Stored data entries
---------------
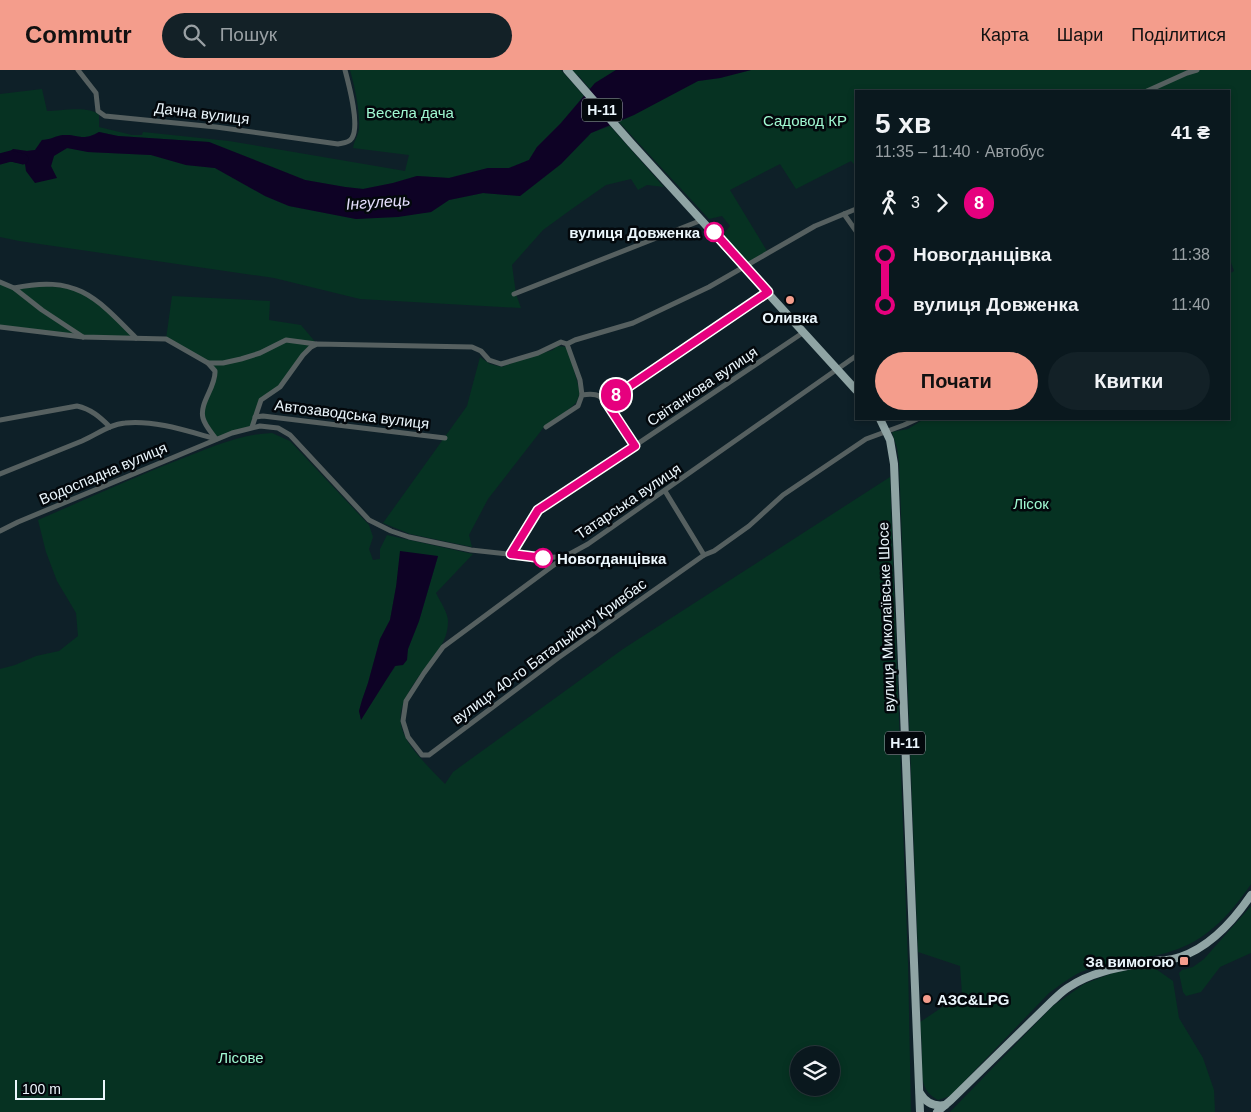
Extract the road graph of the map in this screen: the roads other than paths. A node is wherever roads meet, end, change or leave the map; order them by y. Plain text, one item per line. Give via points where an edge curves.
1 (78, 70) edge
2 (345, 70) edge
3 (567, 70) edge
4 (1197, 70) edge
5 (1149, 90) edge
6 (855, 209) edge
7 (844, 214) junction
8 (702, 220) junction
9 (855, 230) edge
10 (745, 267) junction
11 (0, 282) edge
12 (14, 288) junction
13 (768, 292) junction
14 (514, 294) dead end
15 (0, 327) edge
16 (804, 332) junction
17 (83, 337) junction
18 (136, 338) junction
19 (317, 344) junction
20 (567, 344) junction
21 (855, 357) edge
22 (208, 363) junction
23 (838, 370) junction
24 (855, 389) edge
25 (582, 395) junction
26 (606, 402) junction
27 (255, 417) junction
28 (0, 420) edge
29 (881, 420) edge
30 (914, 420) edge
31 (110, 427) junction
32 (252, 427) junction
33 (546, 427) dead end
34 (887, 431) junction
35 (445, 438) dead end
36 (216, 439) junction
37 (635, 446) junction
38 (0, 474) edge
39 (665, 490) junction
40 (0, 532) edge
41 (511, 554) junction
42 (704, 555) junction
43 (566, 556) junction
44 (405, 730) joint
45 (1251, 895) edge
46 (920, 1092) junction
47 (945, 1105) junction
48 (920, 1112) edge
49 (937, 1112) edge

1 - 2 street, Дачна вулиця via 96,93 98,111 105,116 152,119 338,144 349,141 354,130 354,110
3 - 8 main road, Н-11
4 - 5 street
6 - 7 street
7 - 9 street
7 - 10 street via 815,226
8 - 10 main road, Н-11
8 - 14 street
10 - 13 main road, Н-11
10 - 20 street via 633,323
11 - 12 street
12 - 17 street
12 - 18 street via 60,284 78,289 106,306
13 - 16 main road, Н-11
13 - 26 street
15 - 17 street
16 - 23 main road, Н-11
16 - 37 street, Світанкова вулиця
17 - 18 street
18 - 22 street via 166,339
19 - 20 street via 472,347 489,360 501,364 561,342
19 - 22 street via 286,340 241,359
19 - 27 street via 303,355 280,387 261,400
20 - 25 street
21 - 23 street, Татарська вулиця
22 - 36 street via 215,376 203,418
23 - 24 main road, Н-11
23 - 39 street, Татарська вулиця
25 - 26 street via 591,393
25 - 33 street via 578,406
26 - 37 street
27 - 32 street
27 - 35 street, Автозаводська вулиця
28 - 31 street via 77,406 98,415
29 - 34 main road, вулиця Миколаївське Шосе / Н-11
30 - 34 street, вулиця 40-го Батальйону Кривбас
31 - 36 street, Водоспадна вулиця via 140,423
31 - 38 street, Водоспадна вулиця
32 - 36 street, Водоспадна вулиця
32 - 41 street via 278,428 290,435 369,520 409,537
34 - 42 street, вулиця 40-го Батальйону Кривбас via 866,439 783,495 742,531
34 - 46 main road, вулиця Миколаївське Шосе / Н-11 via 894,464
36 - 40 street, Водоспадна вулиця
37 - 41 street, Світанкова вулиця via 538,510
39 - 42 street
39 - 43 street, Татарська вулиця
41 - 43 street via 545,558
42 - 44 street, вулиця 40-го Батальйону Кривбас via 428,754 422,755 416,750
43 - 44 street, Татарська вулиця via 444,647 406,701
45 - 47 main road via 1217,934 1187,954 1106,971 1068,987
46 - 47 main road via 929,1103
46 - 48 main road, Н-11
47 - 49 main road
---------------
▶ Requirement: Report each line of the data in which "Миколаївське" occurs.

▶ Written reply:
29 - 34 main road, вулиця Миколаївське Шосе / Н-11
34 - 46 main road, вулиця Миколаївське Шосе / Н-11 via 894,464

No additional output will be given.